Early in my real estate investing career I quickly found that the numbers aspect of real estate drew me to the investments. While I am certainly good with people, relationships and organization, my passion and training fall on the side of finance. In order to maximize my effectiveness in real estate investing, I spend more of my time underwriting investments and sourcing deal. Furthermore, I surround myself with partners and professionals that work well with people and have great organization skills.

While comparative advantage is extremely important, investors should not neglect their weakest skills. Solely relying on people skills or finance skills opens investors up to missing opportunities or being taken advantage of by professionals who are well rounded. An investor must be responsible for their own investment decisions, must be able to keep their business organized and must be able to source tenants, investments and other real estate professionals. Real estate investing requires a basic level of understanding in all of these areas despite what an investor may inherently be better at. 

Novice investors must constantly be learning every aspect of real estate investing; while more advanced investors should ensure that they deploy their efforts to the activities that will yield the biggest return on the time investment.

Resource Assessment
9/12/2009 3:38:30 PM

Before considering real estate investing, investors should take stock of the amount of resources they have to invest. This analysis should go beyond the current bank statement. Real estate investors raise money from a variety of sources: Friends, Family, Co-workers, Investment Clubs, Angel Investors, etc. Additionally, investors overlook an extremely valuable commodity, time.

Once you decide to invest in real estate and decide how much you can comfortably afford to dedicate to the activity, you must figure out a way to best deploy your limited capital. If your capital limits constrain your investment opportunities, it might be worth considering adding to your capital base through additional resources. Having a good assessment of who can be relied upon to provide additional investment support should the right invest turn up will be invaluable as you start seeking investment opportunities.

In addition to having a good grasp on financial resources, investor must understand their time. Real estate investing requires hands on, up close and personal, hard work. If you work a 9 to 5, appreciate the fact that real estate investing could be a second job that requires long evening hours.

Investors, who stretch their resources by doing work themselves, should appreciate that they are trading money for their time. Spending a weekend painting a house means that weekend will not be spent with family or friends or looking for additional investment opportunities. Smart investors value that time. When considering doing something yourself always think about how much time you will spend not doing something else. This applies to managing properties, renovating units, sourcing investment opportunities, completing real estate taxes, etc. Hired professionals trade their time for your money.

A good foundational knowledge of your resources provides an excellent investment base; however, this assessment should not end after making the first investment. As you build relationships and grow your investments, remaining vigilant around resource optimization will help you maximize your investment potential.

Needs vs.

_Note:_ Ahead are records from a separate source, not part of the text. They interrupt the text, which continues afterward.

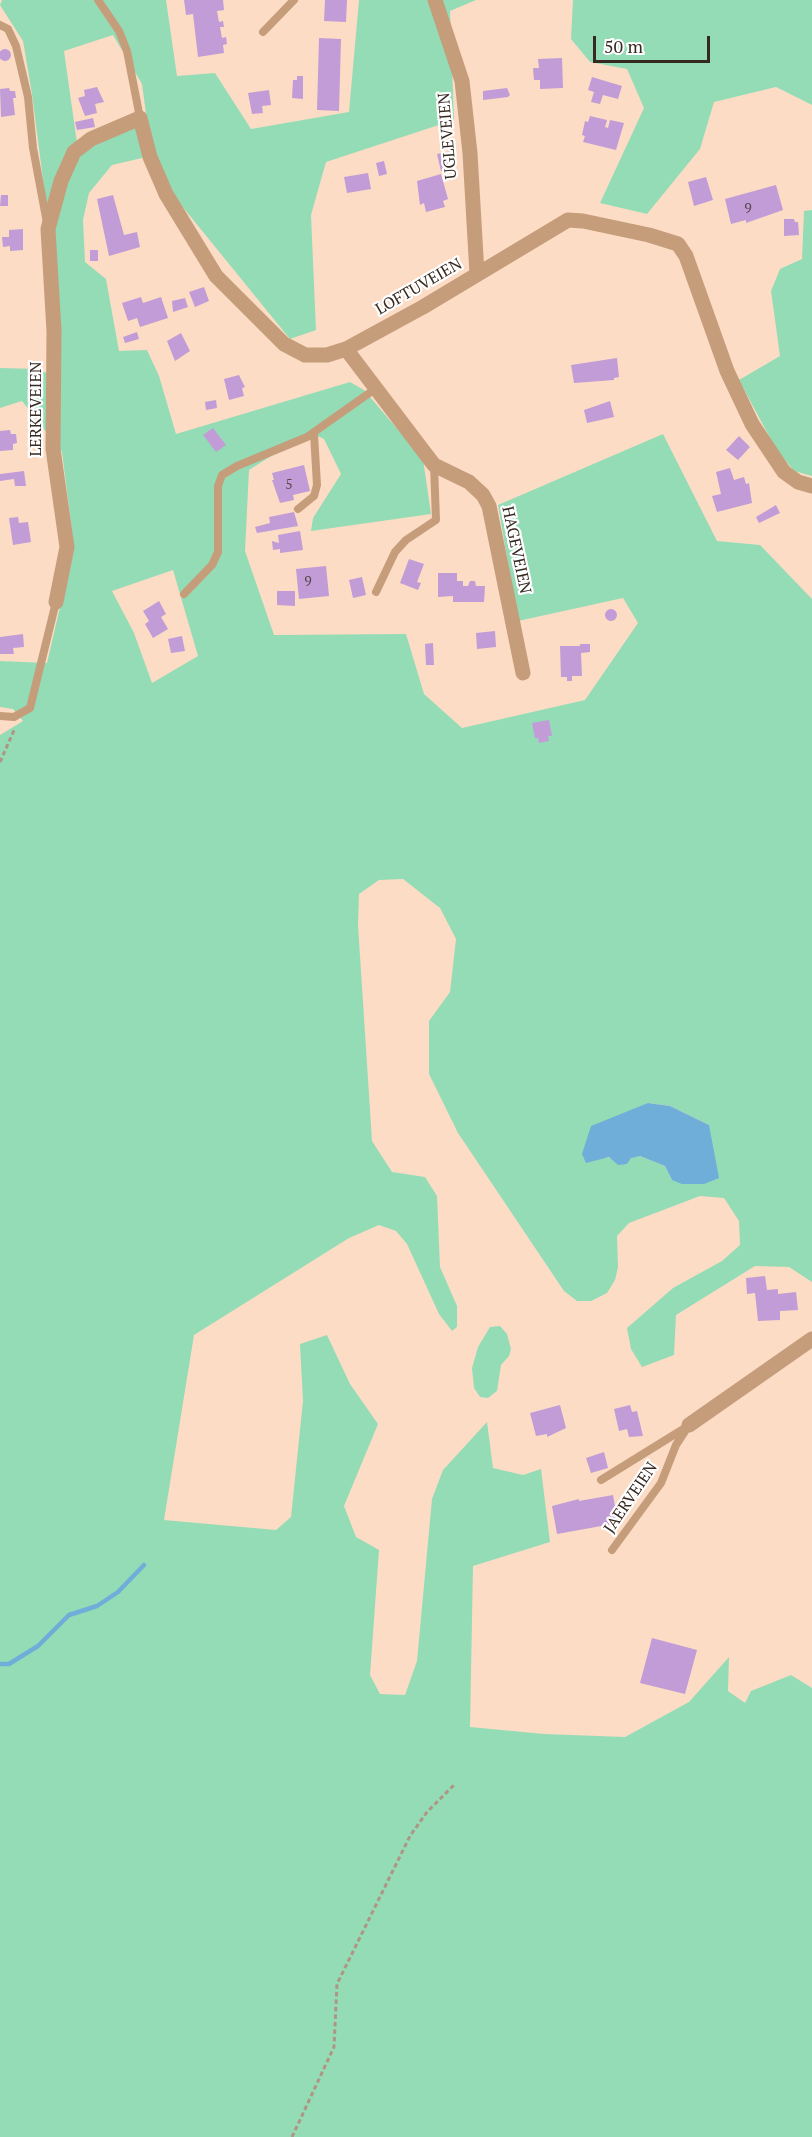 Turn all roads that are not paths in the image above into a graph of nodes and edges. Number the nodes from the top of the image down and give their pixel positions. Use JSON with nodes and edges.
{"nodes":[{"id":1,"x":98,"y":0,"type":"edge"},
{"id":2,"x":294,"y":0,"type":"edge"},
{"id":3,"x":435,"y":0,"type":"edge"},
{"id":4,"x":0,"y":25,"type":"edge"},
{"id":5,"x":263,"y":32,"type":"dead end"},
{"id":6,"x":140,"y":118,"type":"junction"},
{"id":7,"x":48,"y":229,"type":"junction"},
{"id":8,"x":477,"y":274,"type":"junction"},
{"id":9,"x":346,"y":349,"type":"junction"},
{"id":10,"x":375,"y":389,"type":"junction"},
{"id":11,"x":314,"y":434,"type":"junction"},
{"id":12,"x":434,"y":465,"type":"junction"},
{"id":13,"x":812,"y":486,"type":"edge"},
{"id":14,"x":298,"y":509,"type":"dead end"},
{"id":15,"x":376,"y":592,"type":"dead end"},
{"id":16,"x":183,"y":594,"type":"dead end"},
{"id":17,"x":57,"y":602,"type":"joint"},
{"id":18,"x":523,"y":673,"type":"dead end"},
{"id":19,"x":0,"y":716,"type":"edge"},
{"id":20,"x":812,"y":1339,"type":"edge"},
{"id":21,"x":689,"y":1425,"type":"junction"},
{"id":22,"x":601,"y":1480,"type":"dead end"},
{"id":23,"x":612,"y":1550,"type":"dead end"}],
"edges":[{"from":1,"to":6,"type":"lane","name":"LOFTUVEIEN"},
{"from":2,"to":5,"type":"lane"},
{"from":3,"to":8,"type":"street","name":"UGLEVEIEN"},
{"from":4,"to":7,"type":"lane"},
{"from":6,"to":7,"type":"street","name":"LERKEVEIEN"},
{"from":6,"to":9,"type":"street","name":"LOFTUVEIEN"},
{"from":7,"to":17,"type":"street","name":"LERKEVEIEN"},
{"from":8,"to":9,"type":"street","name":"LOFTUVEIEN"},
{"from":8,"to":13,"type":"street","name":"LOFTUVEIEN"},
{"from":9,"to":10,"type":"street","name":"HAGEVEIEN"},
{"from":10,"to":11,"type":"lane"},
{"from":10,"to":12,"type":"street","name":"HAGEVEIEN"},
{"from":11,"to":14,"type":"lane"},
{"from":11,"to":16,"type":"lane"},
{"from":12,"to":15,"type":"lane"},
{"from":12,"to":18,"type":"street","name":"HAGEVEIEN"},
{"from":17,"to":19,"type":"lane","name":"LERKEVEIEN"},
{"from":20,"to":21,"type":"street"},
{"from":21,"to":22,"type":"lane","name":"JAERVEIEN"},
{"from":21,"to":23,"type":"lane","name":"JAERVEIEN"}]}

Wants
9/12/2009 3:37:32 PM

Before making their first real estate investment, investors must understand their basic needs. Beyond food, clothes and shelter, what is important to investors and their family should play a large part in how investments are made. Real estate entrepreneurs must be prepared to endure sacrifices as they start their real estate investment business, but a good understanding at the beginning of the investment process smooth the transition for all parties involved.

Everyone needs a cash safety net. Depending on responsibilities, some investors need three to six months of their primary home mortgage in the bank, while others may need three to six months of their primary mortgage, a vacation fund, a college fund, a new baby fund, etc. Remember, when investing in real estate investors risk losing their entire principal and then some at worse. Investors also forfeit the use of that cash for long periods of time while invested. Even investing too much in successful investments could leave an investor in dire straits if an immediate cash need arises and the investor happens to be unable to liquidate their investments.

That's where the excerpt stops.